▶ _Provided data_
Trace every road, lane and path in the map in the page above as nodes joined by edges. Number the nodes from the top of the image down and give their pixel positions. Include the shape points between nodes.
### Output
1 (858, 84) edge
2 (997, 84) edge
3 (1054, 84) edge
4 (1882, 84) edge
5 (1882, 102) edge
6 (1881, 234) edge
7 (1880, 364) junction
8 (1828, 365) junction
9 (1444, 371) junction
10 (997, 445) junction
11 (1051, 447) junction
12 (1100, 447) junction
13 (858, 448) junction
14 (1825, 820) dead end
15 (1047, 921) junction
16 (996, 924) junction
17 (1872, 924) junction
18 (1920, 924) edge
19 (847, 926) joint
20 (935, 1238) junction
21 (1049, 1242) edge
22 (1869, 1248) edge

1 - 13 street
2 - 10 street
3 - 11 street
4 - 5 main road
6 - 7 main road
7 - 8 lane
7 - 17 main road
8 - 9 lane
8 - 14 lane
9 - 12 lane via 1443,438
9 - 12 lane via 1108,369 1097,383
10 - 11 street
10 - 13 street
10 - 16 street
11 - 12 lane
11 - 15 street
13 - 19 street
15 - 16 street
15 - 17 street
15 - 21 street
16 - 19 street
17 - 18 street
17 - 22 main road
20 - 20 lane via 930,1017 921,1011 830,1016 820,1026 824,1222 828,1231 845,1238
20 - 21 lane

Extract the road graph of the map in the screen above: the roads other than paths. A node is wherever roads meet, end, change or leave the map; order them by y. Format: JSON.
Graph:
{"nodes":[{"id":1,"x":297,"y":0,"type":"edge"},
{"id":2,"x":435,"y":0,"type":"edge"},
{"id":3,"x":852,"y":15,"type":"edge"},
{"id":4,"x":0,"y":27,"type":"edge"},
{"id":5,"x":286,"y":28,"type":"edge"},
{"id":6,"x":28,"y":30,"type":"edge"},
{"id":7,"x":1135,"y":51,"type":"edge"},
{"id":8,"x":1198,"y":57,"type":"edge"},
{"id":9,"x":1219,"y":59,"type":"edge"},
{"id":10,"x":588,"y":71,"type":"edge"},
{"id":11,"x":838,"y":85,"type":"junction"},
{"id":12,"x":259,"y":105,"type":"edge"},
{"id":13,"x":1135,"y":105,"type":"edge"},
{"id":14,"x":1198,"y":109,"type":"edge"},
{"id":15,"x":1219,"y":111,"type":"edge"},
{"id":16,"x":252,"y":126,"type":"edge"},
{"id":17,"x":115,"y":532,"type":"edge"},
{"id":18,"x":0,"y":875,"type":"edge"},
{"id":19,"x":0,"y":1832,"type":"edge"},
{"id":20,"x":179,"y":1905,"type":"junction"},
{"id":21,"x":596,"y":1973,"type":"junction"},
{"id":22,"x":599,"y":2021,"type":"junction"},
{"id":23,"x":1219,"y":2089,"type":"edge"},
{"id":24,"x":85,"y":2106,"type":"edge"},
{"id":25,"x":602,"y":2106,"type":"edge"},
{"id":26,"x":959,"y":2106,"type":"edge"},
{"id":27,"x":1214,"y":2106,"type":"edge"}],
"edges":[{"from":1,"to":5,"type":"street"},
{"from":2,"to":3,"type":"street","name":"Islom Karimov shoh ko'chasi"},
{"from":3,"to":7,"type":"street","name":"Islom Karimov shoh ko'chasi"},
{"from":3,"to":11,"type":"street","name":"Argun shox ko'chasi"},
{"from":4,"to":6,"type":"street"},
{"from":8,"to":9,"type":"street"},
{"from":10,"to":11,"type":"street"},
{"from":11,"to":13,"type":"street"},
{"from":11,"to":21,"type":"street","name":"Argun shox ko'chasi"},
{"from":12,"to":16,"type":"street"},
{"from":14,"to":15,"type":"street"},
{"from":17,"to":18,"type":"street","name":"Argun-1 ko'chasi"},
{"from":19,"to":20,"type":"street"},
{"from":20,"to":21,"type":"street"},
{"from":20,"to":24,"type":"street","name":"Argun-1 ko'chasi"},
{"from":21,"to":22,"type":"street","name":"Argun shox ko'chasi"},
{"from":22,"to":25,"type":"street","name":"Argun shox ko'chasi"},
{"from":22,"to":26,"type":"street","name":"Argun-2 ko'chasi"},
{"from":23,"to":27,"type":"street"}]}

▶ _Task details_
The expected answer is a copy of each line in the records that holds the word "shox".

▶ _Response for this exercise_
{"from":3,"to":11,"type":"street","name":"Argun shox ko'chasi"},
{"from":11,"to":21,"type":"street","name":"Argun shox ko'chasi"},
{"from":21,"to":22,"type":"street","name":"Argun shox ko'chasi"},
{"from":22,"to":25,"type":"street","name":"Argun shox ko'chasi"},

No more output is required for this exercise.